As a pansexual woman my sexual orientation and attraction is not restricted by gender. Coming into my queerness allowed me a sexual freedom that released me from restrictive heteronormative expectations. However, despite that, I realized that my gender presentation and performance conformed to a rigid femininity that was expected from a femme woman. In reflecting on this dynamic I came to notice a pattern. When I was dating or surrounded by cis heterosexual men, I often over-emphasized my femininity, making myself more palatable to the male gaze. Without consciously realizing it I was making room for their often toxic masculinity and the large ego that comes with it. The inner accommodating Taurus in me made myself smaller in an effort to not disrupt the constructed dynamics of gender that have been artificially imposed by our society but made to seem natural.
It was only when I became a part of the queer community that I began to learn from my peers that my presentation, especially in relation to my body, is mine alone to dictate.

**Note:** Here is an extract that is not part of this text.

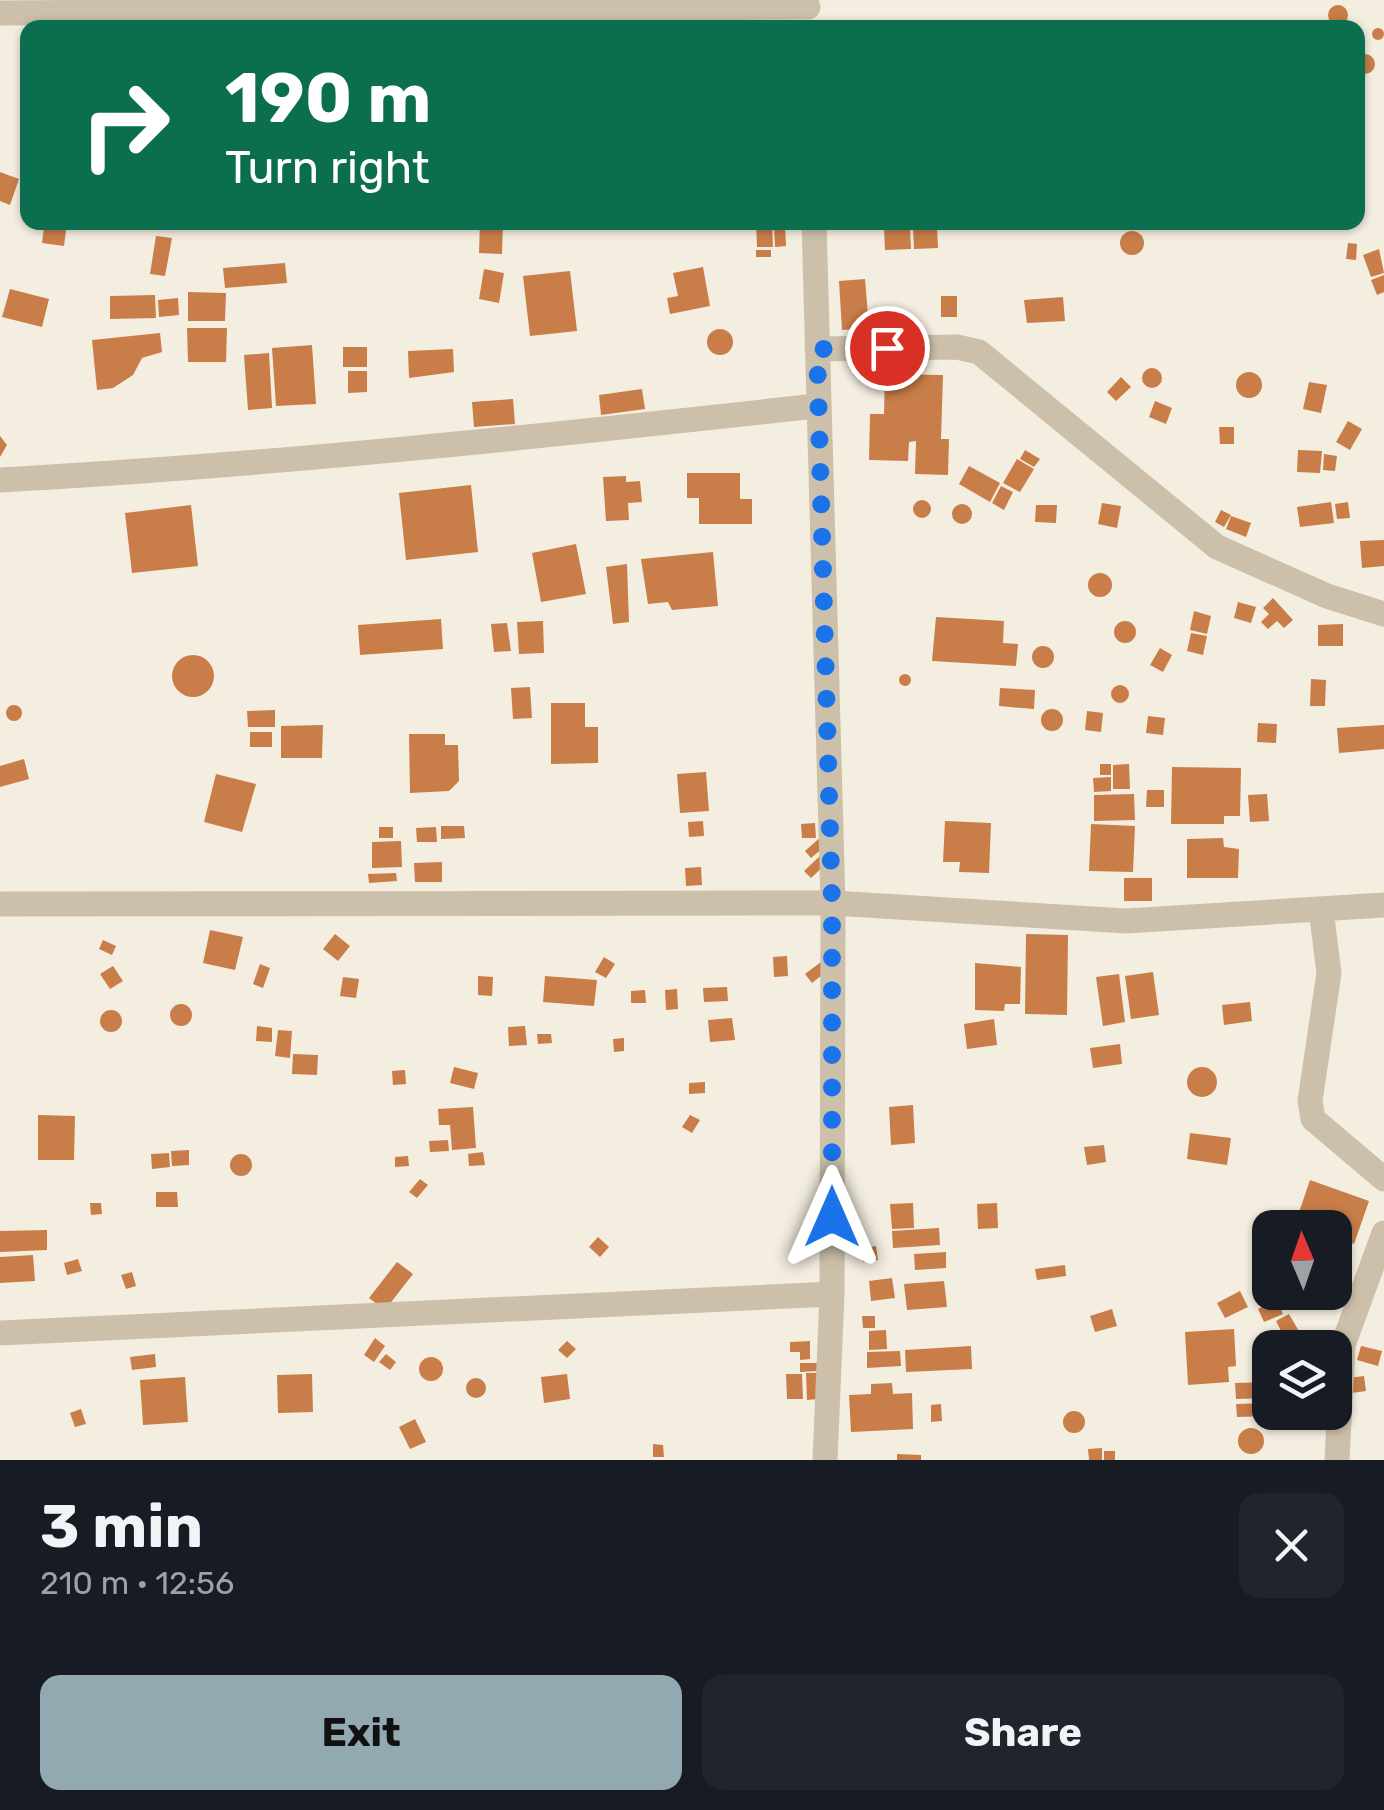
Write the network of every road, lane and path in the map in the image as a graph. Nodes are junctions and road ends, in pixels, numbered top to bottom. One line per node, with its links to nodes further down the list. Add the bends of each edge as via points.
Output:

Gender is a construct. This is an often familiar phrase used to describe the fact that gender is imposed through a long history of the white colonial male gaze, and we are taught to perform our gender based on those preconceived respectability politics. As I started to increasingly surround myself in spaces with people of versatile gender expressions, identities, presentations, and orientations, who defied and deconstructed the ways they present and embody their gender, I found more room to explore different gender presentations.
I now find my own unique ways to assert my confidence and play with gender fluid clothing, outside of the harmful patriarchal form of masculinity that is presented as the norm. Masculinity is not a gender, although it has long been equated to men, we all have a right to explore what place, if any, it holds in our gender expressions. Masculinity does not look or act one way, rather it is part of a fluid spectrum of human orientation. My masculinity is soft, you can find it in the ways I assert my blunt opinion but leave room to listen, wear baggy cargo pants with a sequined bra, or even be the first one to ask you out on a date. My masculinity is complex and multifaceted.
With that said, I acknowledge the privilege I hold as a femme woman who has the ability to choose when and how to present her masculinity. I have never been mis-gendered at a restaurant or questioned which bathroom to use. I move forward with this privilege and do not presume to speak for masculine-presenting women.
With the month of pride coming to a close I invite you to shed the layers of enforced gender stereotypes and explore the different facets of your gender identity. Ask, what makes me feel most whole? And see where that takes you.